On 2.25 WHE will release a 4K Bluray of Milos Forman‘s Amadeus (’84).

The Amazon page says the 4K runs 158 minutes, or three minutes shorter than the version that played in theatres 40 years ago.

On 9.24.02 Forman introduced an R-rated version with nearly 20 minutes of restored footage — a so-called Director’s Cut. Since that time or 22 years ago, the Director’s Cut has been the only available version of the film, as the producers modified the original film negative to include the additional footage. The new 4K is the first time that the original theatrical cut has been available on home video. The longer Forman cut will be included in the 4K package.

The Tom Hulce Factor,” posted on 11.27.23:

“As much as I respect Milos Forman‘s Amadeus (’84), I haven’t had the slightest desire to rewatch it over the last 40 years.
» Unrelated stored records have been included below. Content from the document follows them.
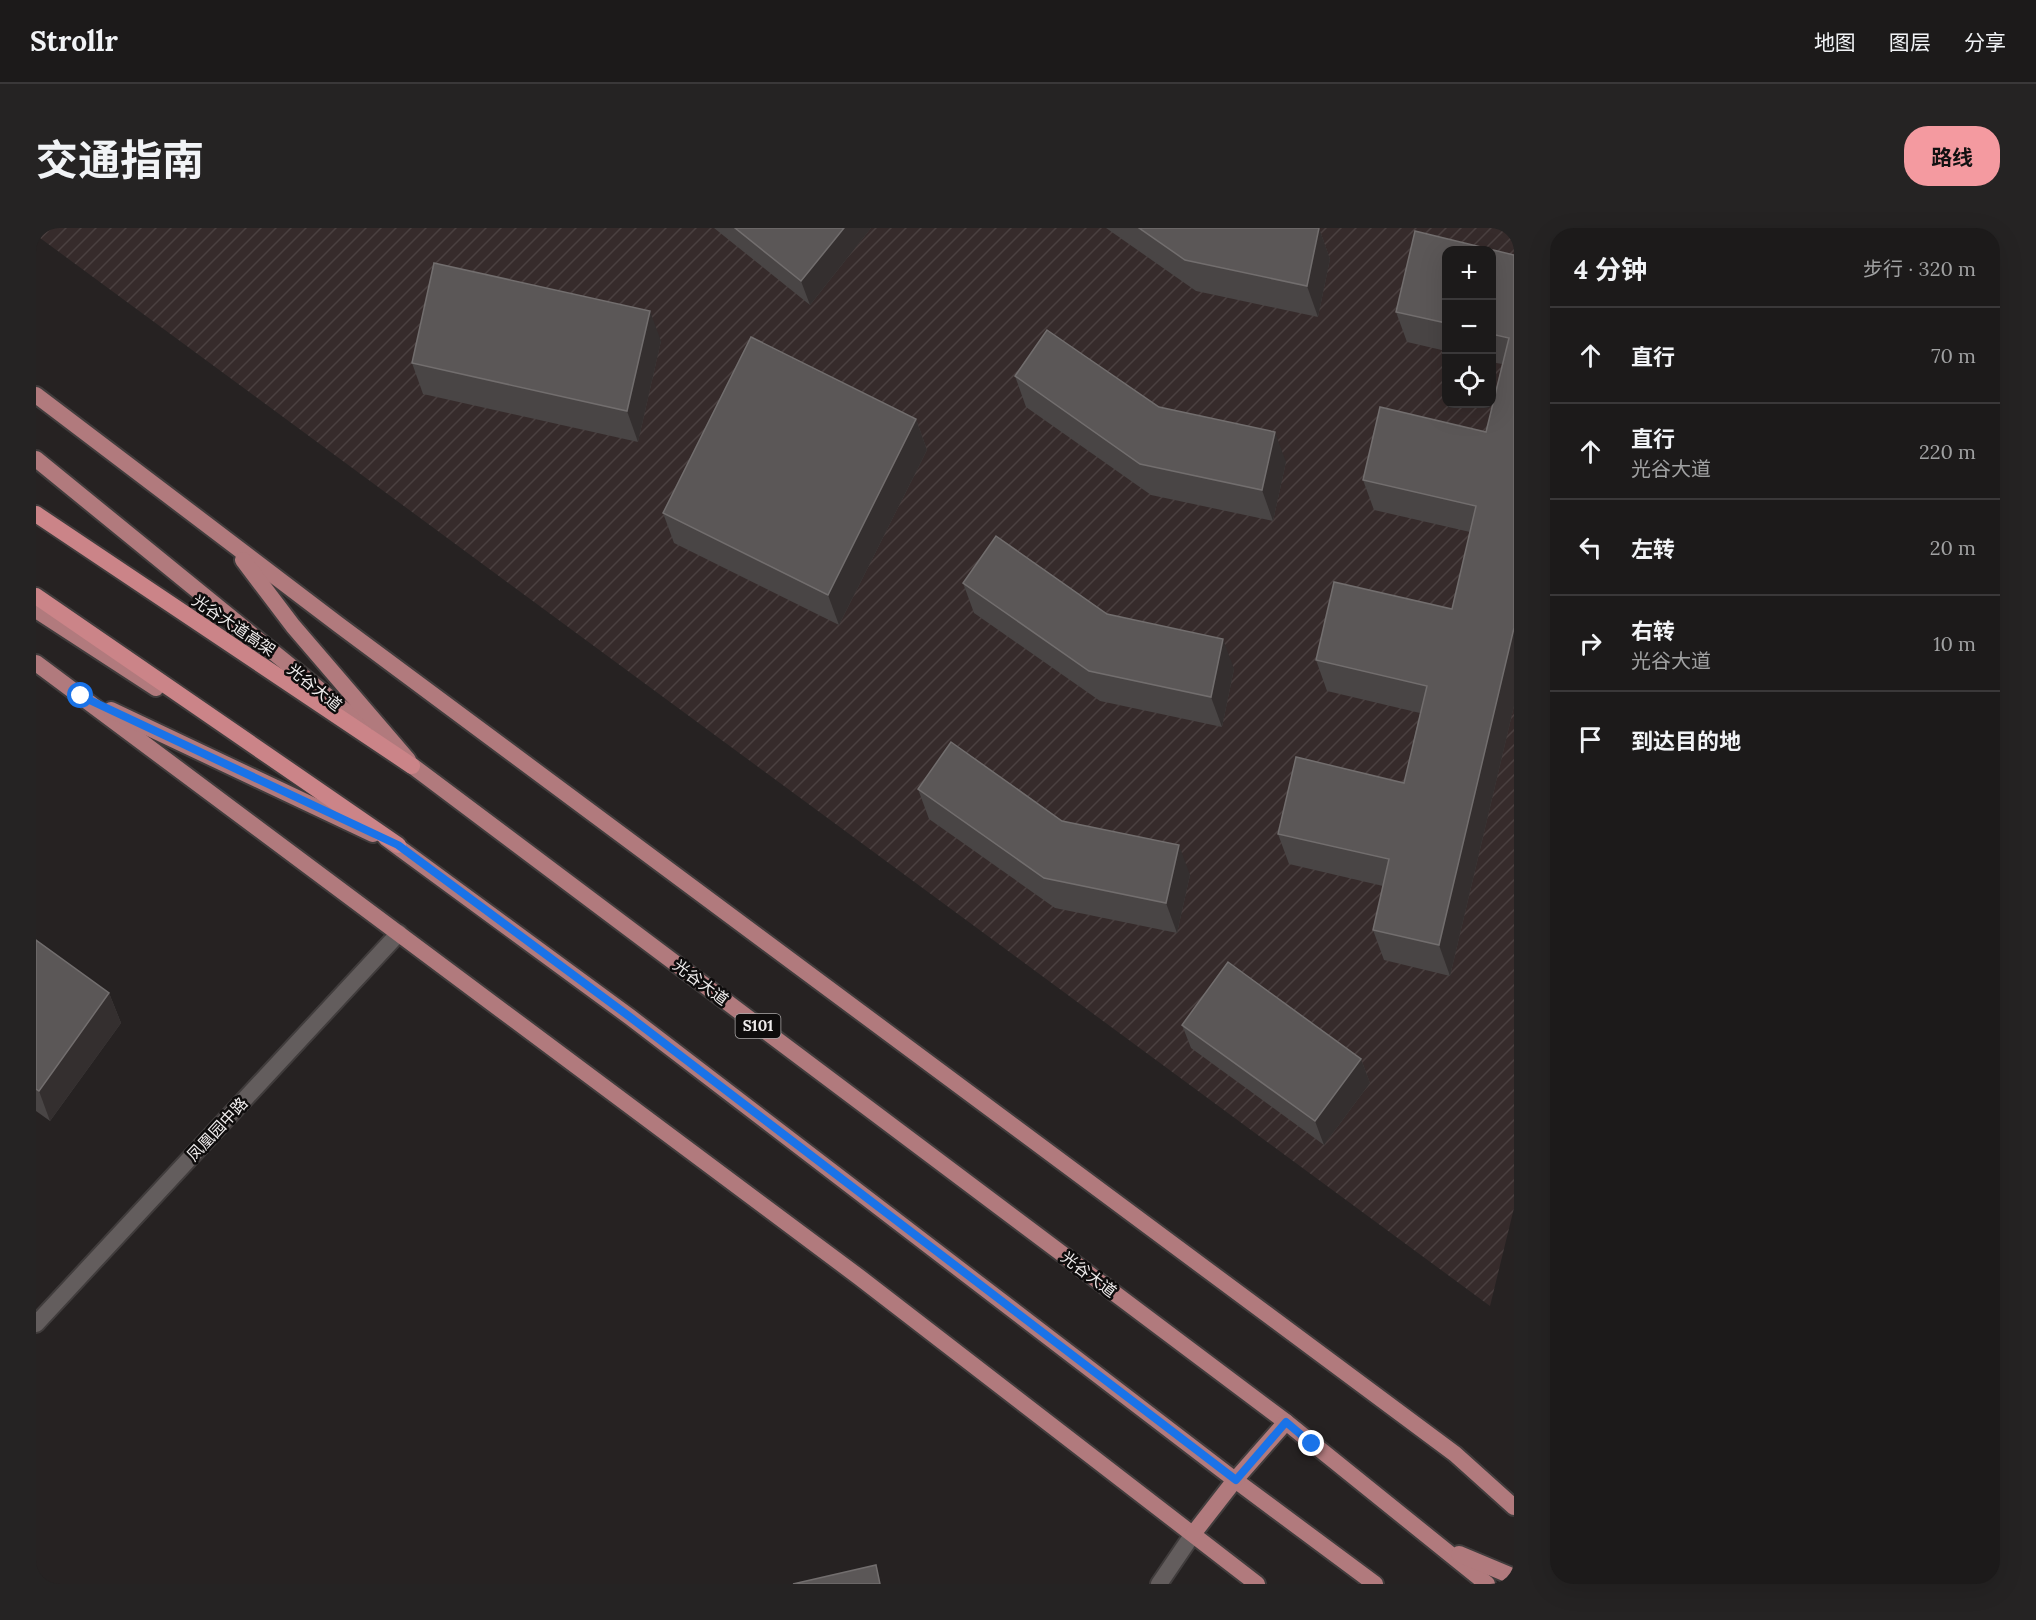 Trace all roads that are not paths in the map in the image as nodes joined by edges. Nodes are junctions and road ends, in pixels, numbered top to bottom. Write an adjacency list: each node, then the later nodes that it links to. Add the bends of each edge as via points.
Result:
1 (36, 395): 4 (main road)
2 (36, 459): 9 (main road, 光谷大道 / S101)
3 (36, 514): 9 (highway, 光谷大道高架)
4 (230, 542): 9 (main road, via 293,626); 15 (main road, via 1455,1454)
5 (36, 596): 10 (highway)
6 (36, 610): 10 (main road)
7 (36, 663): 8 (main road)
8 (81, 696): 10 (main road); 11 (main road)
9 (412, 765): 13 (main road, 光谷大道 / S101)
10 (398, 845): 14 (main road, via 630,1017)
11 (399, 933): 12 (street, 凤凰园中路); 16 (main road, via 860,1277)
12 (36, 1324)
13 (1286, 1422): 14 (main road); 17 (main road, 光谷大道 / S101)
14 (1236, 1480): 16 (main road); 18 (main road)
15 (1514, 1507)
16 (1193, 1534): 20 (street); 21 (main road)
17 (1441, 1547): 19 (main road, S101); 24 (main road, 光谷大道 / S101)
18 (1352, 1567): 22 (main road); 23 (main road)
19 (1514, 1577)
20 (1159, 1584)
21 (1257, 1584)
22 (1371, 1584)
23 (1375, 1584)
24 (1487, 1584) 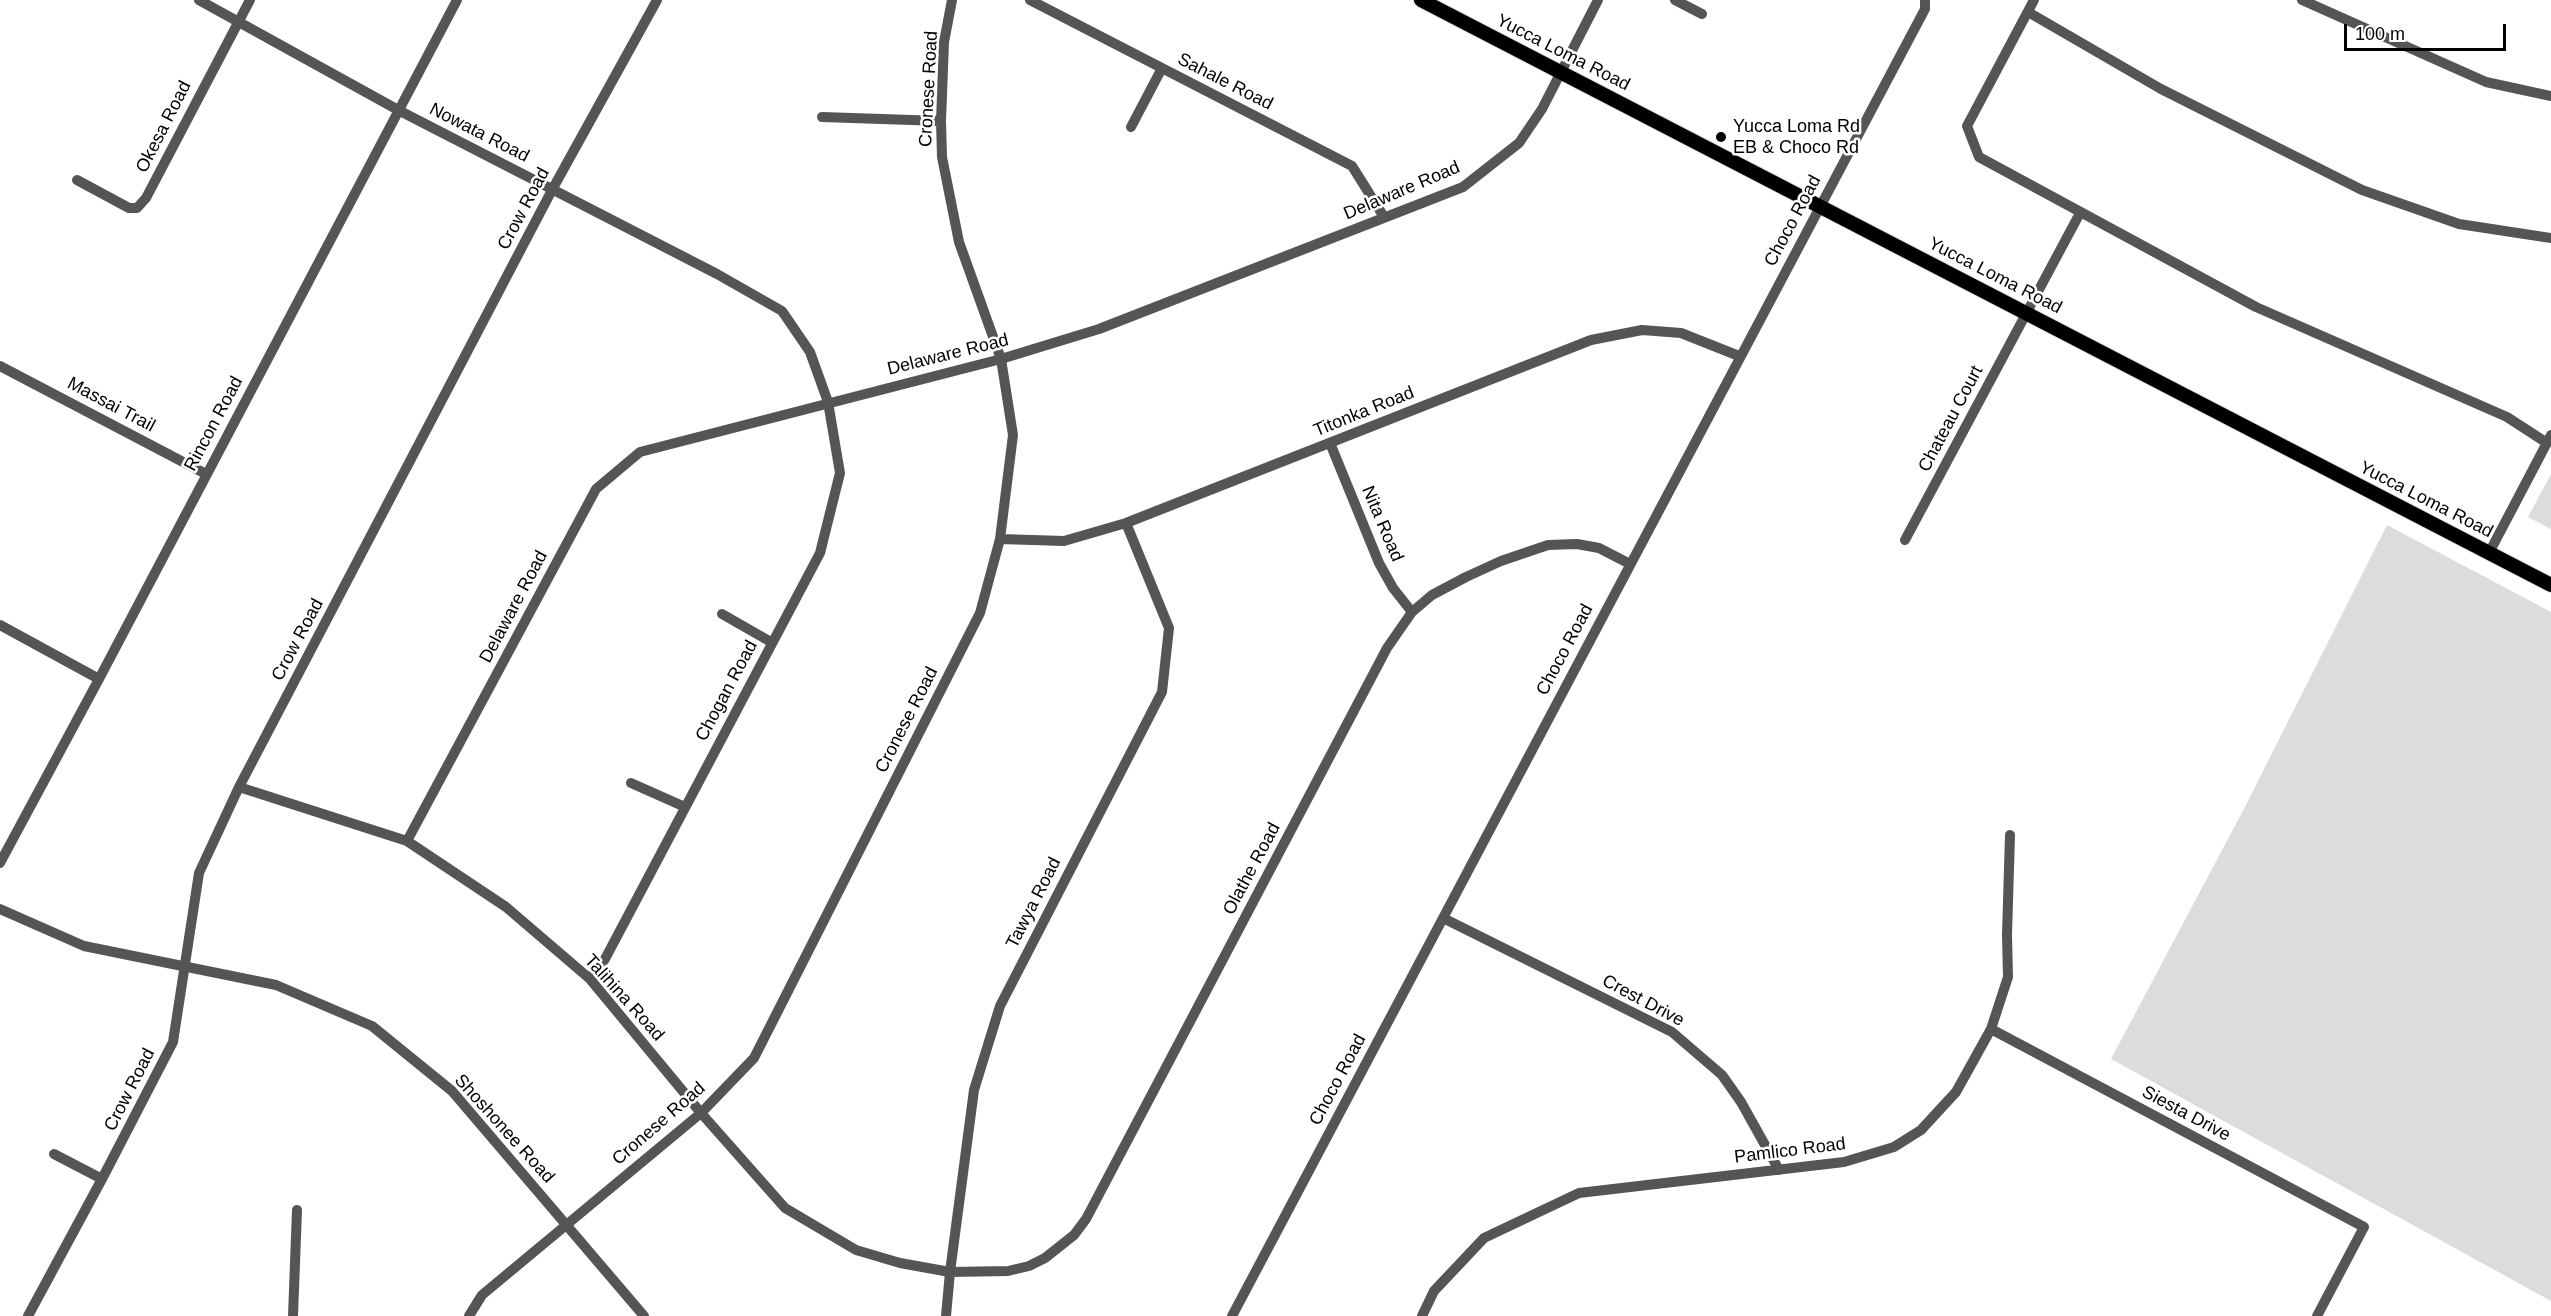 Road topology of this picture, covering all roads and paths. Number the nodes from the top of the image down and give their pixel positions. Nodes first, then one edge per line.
1 (199, 0) edge
2 (250, 0) edge
3 (457, 0) edge
4 (657, 0) edge
5 (952, 0) edge
6 (1030, 0) edge
7 (1421, 0) edge
8 (1598, 0) edge
9 (1675, 0) edge
10 (1925, 0) edge
11 (2034, 0) edge
12 (2302, 0) edge
13 (2028, 12) junction
14 (1702, 14) dead end
15 (238, 21) junction
16 (1162, 68) junction
17 (1561, 72) junction
18 (2551, 96) edge
19 (400, 111) junction
20 (822, 117) dead end
21 (941, 120) junction
22 (1131, 127) dead end
23 (77, 180) dead end
24 (552, 190) junction
25 (1820, 206) junction
26 (2080, 213) junction
27 (1384, 217) junction
28 (2551, 238) edge
29 (2026, 312) junction
30 (1739, 356) junction
31 (1001, 359) junction
32 (0, 366) edge
33 (828, 402) junction
34 (2549, 439) edge
35 (1330, 443) junction
36 (206, 474) junction
37 (1126, 523) junction
38 (1000, 539) junction
39 (1905, 540) dead end
40 (2489, 553) junction
41 (1630, 564) junction
42 (2551, 585) edge
43 (1412, 612) junction
44 (722, 614) dead end
45 (0, 626) edge
46 (771, 642) junction
47 (99, 679) junction
48 (630, 783) dead end
49 (239, 787) junction
50 (685, 807) junction
51 (2010, 835) dead end
52 (408, 841) junction
53 (0, 863) edge
54 (0, 909) edge
55 (1443, 918) junction
56 (183, 968) junction
57 (590, 979) junction
58 (1991, 1029) junction
59 (701, 1113) junction
60 (54, 1154) dead end
61 (1779, 1170) junction
62 (102, 1179) junction
63 (297, 1210) dead end
64 (567, 1224) junction
65 (950, 1272) junction
66 (28, 1316) edge
67 (293, 1316) edge
68 (469, 1316) edge
69 (644, 1316) edge
70 (946, 1316) edge
71 (1232, 1316) edge
72 (1422, 1316) edge
73 (2317, 1316) edge

1 - 15 street, Nowata Road
2 - 15 street, Okesa Road
3 - 19 street, Rincon Road
4 - 24 street, Crow Road
5 - 21 street, Cronese Road
6 - 16 street, Sahale Road
7 - 17 main road, Yucca Loma Road
8 - 17 street, Delaware Road
9 - 14 street
10 - 25 street, Choco Road
11 - 13 street
12 - 18 street
13 - 26 street
13 - 28 street
15 - 19 street, Nowata Road
15 - 23 street, Okesa Road
16 - 22 street
16 - 27 street, Sahale Road
17 - 25 main road, Yucca Loma Road
17 - 27 street, Delaware Road
19 - 24 street, Nowata Road
19 - 36 street, Rincon Road
20 - 21 street
21 - 31 street, Cronese Road
24 - 33 street, Nowata Road
24 - 49 street, Crow Road
25 - 29 main road, Yucca Loma Road
25 - 30 street, Choco Road
26 - 29 street, Chateau Court
26 - 34 street
27 - 31 street, Delaware Road
29 - 39 street, Chateau Court
29 - 40 main road, Yucca Loma Road
30 - 35 street, Titonka Road
30 - 41 street, Choco Road
31 - 33 street, Delaware Road
31 - 38 street, Cronese Road
32 - 36 street, Massai Trail
33 - 46 street, Chogan Road
33 - 52 street, Delaware Road
34 - 40 street
35 - 37 street, Titonka Road
35 - 43 street, Nita Road
36 - 47 street, Rincon Road
37 - 38 street, Titonka Road
37 - 65 street, Tawya Road
38 - 59 street, Cronese Road
40 - 42 main road, Yucca Loma Road
41 - 43 street, Olathe Road
41 - 55 street, Choco Road
43 - 65 street, Olathe Road
44 - 46 street
45 - 47 street
46 - 50 street, Chogan Road
47 - 53 street, Rincon Road
48 - 50 street
49 - 52 street, Talihina Road
49 - 56 street, Crow Road
50 - 57 street, Chogan Road
51 - 58 street, Pamlico Road
52 - 57 street, Talihina Road
54 - 56 street, Shoshonee Road
55 - 61 street, Crest Drive
55 - 71 street, Choco Road
56 - 62 street, Crow Road
56 - 64 street, Shoshonee Road
57 - 59 street, Talihina Road
58 - 61 street, Pamlico Road
58 - 73 street, Siesta Drive
59 - 64 street, Cronese Road
59 - 65 street, Talihina Road
60 - 62 street
61 - 72 street, Pamlico Road
62 - 66 street, Crow Road
63 - 67 street
64 - 68 street, Cronese Road
64 - 69 street, Shoshonee Road
65 - 70 street, Tawya Road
This is due to my profound, never-forgotten loathing for Tom Hulce‘s performance as Wolfgang Amadeus Mozart. Not to mention that awful white lion’s-mane wig that he wore.

But if I could somehow re-experience my viewing of the B’way stage version with Ian McKellen and Peter Firth, I would do so repeatedly.

From “Respect for Milos Forman,” posted on 4.4.18: “Sometime in ’81 I saw Peter Shaffer‘s Amadeus at the Broadhurst, and revelled in Ian McKellen and Peter Firth‘s performance as Salieri and Mozart. It was such a huge, radiant high that I had difficulty adjusting to Milos Forman’s film version, which opened in September ’84.

“It was a handsome, well-crafted thing and a Best Picture Oscar champ, of course, and like everyone else I…well, appreciated F. Murray Abraham‘s Salieri. But Forman’s film just didn’t have that same snap and pizazz, and I hated Thomas Hulce‘s giggly-geek performance as Mozart and flat-out despised Elizabeth Berridge‘s bridge-and-tunnel performance as Constanze Mozart (i.e., she called her husband “Wolfie”).

Amadeus is a good film but the play was much better.”